(Collected data)
═══
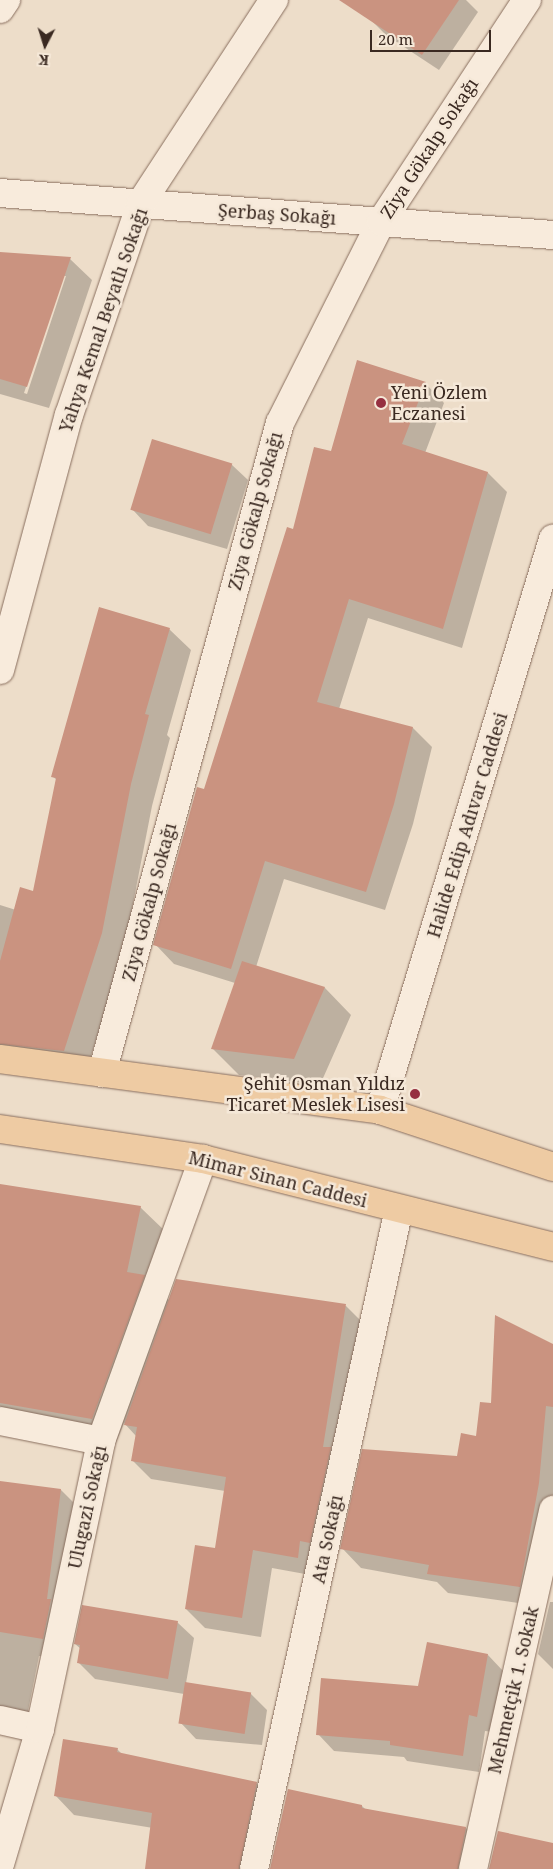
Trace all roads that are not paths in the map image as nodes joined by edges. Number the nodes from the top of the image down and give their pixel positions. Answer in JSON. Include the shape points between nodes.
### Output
{"nodes":[{"id":1,"x":6,"y":0,"type":"edge"},
{"id":2,"x":274,"y":0,"type":"edge"},
{"id":3,"x":527,"y":0,"type":"edge"},
{"id":4,"x":0,"y":9,"type":"edge"},
{"id":5,"x":0,"y":192,"type":"edge"},
{"id":6,"x":141,"y":203,"type":"junction"},
{"id":7,"x":381,"y":222,"type":"junction"},
{"id":8,"x":553,"y":235,"type":"edge"},
{"id":9,"x":553,"y":539,"type":"edge"},
{"id":10,"x":0,"y":670,"type":"edge"},
{"id":11,"x":0,"y":1060,"type":"edge"},
{"id":12,"x":102,"y":1073,"type":"junction"},
{"id":13,"x":380,"y":1110,"type":"junction"},
{"id":14,"x":0,"y":1129,"type":"edge"},
{"id":15,"x":203,"y":1159,"type":"junction"},
{"id":16,"x":553,"y":1167,"type":"edge"},
{"id":17,"x":399,"y":1209,"type":"junction"},
{"id":18,"x":553,"y":1247,"type":"edge"},
{"id":19,"x":0,"y":1421,"type":"edge"},
{"id":20,"x":101,"y":1441,"type":"junction"},
{"id":21,"x":553,"y":1510,"type":"edge"},
{"id":22,"x":0,"y":1720,"type":"edge"},
{"id":23,"x":40,"y":1729,"type":"junction"},
{"id":24,"x":0,"y":1864,"type":"edge"},
{"id":25,"x":254,"y":1869,"type":"edge"},
{"id":26,"x":473,"y":1869,"type":"edge"}],
"edges":[{"from":1,"to":4,"type":"street"},
{"from":2,"to":6,"type":"street","name":"Yahya Kemal Beyatlı Sokağı"},
{"from":3,"to":7,"type":"street","name":"Ziya Gökalp Sokağı"},
{"from":5,"to":6,"type":"street","name":"Şerbaş Sokağı"},
{"from":6,"to":7,"type":"street","name":"Şerbaş Sokağı"},
{"from":6,"to":10,"type":"street","name":"Yahya Kemal Beyatlı Sokağı","via":[[69,415]]},
{"from":7,"to":8,"type":"street","name":"Şerbaş Sokağı"},
{"from":7,"to":12,"type":"street","name":"Ziya Gökalp Sokağı","via":[[280,423]]},
{"from":9,"to":13,"type":"street","name":"Halide Edip Adıvar Caddesi"},
{"from":11,"to":12,"type":"main road"},
{"from":12,"to":13,"type":"main road"},
{"from":13,"to":16,"type":"main road"},
{"from":14,"to":15,"type":"main road","name":"Mimar Sinan Caddesi"},
{"from":15,"to":17,"type":"main road","name":"Mimar Sinan Caddesi"},
{"from":15,"to":20,"type":"street","name":"Ulugazi Sokağı"},
{"from":17,"to":18,"type":"main road","name":"Mimar Sinan Caddesi"},
{"from":17,"to":25,"type":"street","name":"Ata Sokağı"},
{"from":19,"to":20,"type":"street"},
{"from":20,"to":23,"type":"street","name":"Ulugazi Sokağı"},
{"from":21,"to":26,"type":"street","name":"Mehmetçik 1. Sokak"},
{"from":22,"to":23,"type":"street"},
{"from":23,"to":24,"type":"street","name":"Ulugazi Sokağı"}]}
═══
#### What to do
Your response must reproduce every line of the data exactly, with images omitted.

#### Result of the task
Trace all roads that are not paths in the map image as nodes joined by edges. Number the nodes from the top of the image down and give their pixel positions. Answer in JSON. Include the shape points between nodes.
### Output
{"nodes":[{"id":1,"x":6,"y":0,"type":"edge"},
{"id":2,"x":274,"y":0,"type":"edge"},
{"id":3,"x":527,"y":0,"type":"edge"},
{"id":4,"x":0,"y":9,"type":"edge"},
{"id":5,"x":0,"y":192,"type":"edge"},
{"id":6,"x":141,"y":203,"type":"junction"},
{"id":7,"x":381,"y":222,"type":"junction"},
{"id":8,"x":553,"y":235,"type":"edge"},
{"id":9,"x":553,"y":539,"type":"edge"},
{"id":10,"x":0,"y":670,"type":"edge"},
{"id":11,"x":0,"y":1060,"type":"edge"},
{"id":12,"x":102,"y":1073,"type":"junction"},
{"id":13,"x":380,"y":1110,"type":"junction"},
{"id":14,"x":0,"y":1129,"type":"edge"},
{"id":15,"x":203,"y":1159,"type":"junction"},
{"id":16,"x":553,"y":1167,"type":"edge"},
{"id":17,"x":399,"y":1209,"type":"junction"},
{"id":18,"x":553,"y":1247,"type":"edge"},
{"id":19,"x":0,"y":1421,"type":"edge"},
{"id":20,"x":101,"y":1441,"type":"junction"},
{"id":21,"x":553,"y":1510,"type":"edge"},
{"id":22,"x":0,"y":1720,"type":"edge"},
{"id":23,"x":40,"y":1729,"type":"junction"},
{"id":24,"x":0,"y":1864,"type":"edge"},
{"id":25,"x":254,"y":1869,"type":"edge"},
{"id":26,"x":473,"y":1869,"type":"edge"}],
"edges":[{"from":1,"to":4,"type":"street"},
{"from":2,"to":6,"type":"street","name":"Yahya Kemal Beyatlı Sokağı"},
{"from":3,"to":7,"type":"street","name":"Ziya Gökalp Sokağı"},
{"from":5,"to":6,"type":"street","name":"Şerbaş Sokağı"},
{"from":6,"to":7,"type":"street","name":"Şerbaş Sokağı"},
{"from":6,"to":10,"type":"street","name":"Yahya Kemal Beyatlı Sokağı","via":[[69,415]]},
{"from":7,"to":8,"type":"street","name":"Şerbaş Sokağı"},
{"from":7,"to":12,"type":"street","name":"Ziya Gökalp Sokağı","via":[[280,423]]},
{"from":9,"to":13,"type":"street","name":"Halide Edip Adıvar Caddesi"},
{"from":11,"to":12,"type":"main road"},
{"from":12,"to":13,"type":"main road"},
{"from":13,"to":16,"type":"main road"},
{"from":14,"to":15,"type":"main road","name":"Mimar Sinan Caddesi"},
{"from":15,"to":17,"type":"main road","name":"Mimar Sinan Caddesi"},
{"from":15,"to":20,"type":"street","name":"Ulugazi Sokağı"},
{"from":17,"to":18,"type":"main road","name":"Mimar Sinan Caddesi"},
{"from":17,"to":25,"type":"street","name":"Ata Sokağı"},
{"from":19,"to":20,"type":"street"},
{"from":20,"to":23,"type":"street","name":"Ulugazi Sokağı"},
{"from":21,"to":26,"type":"street","name":"Mehmetçik 1. Sokak"},
{"from":22,"to":23,"type":"street"},
{"from":23,"to":24,"type":"street","name":"Ulugazi Sokağı"}]}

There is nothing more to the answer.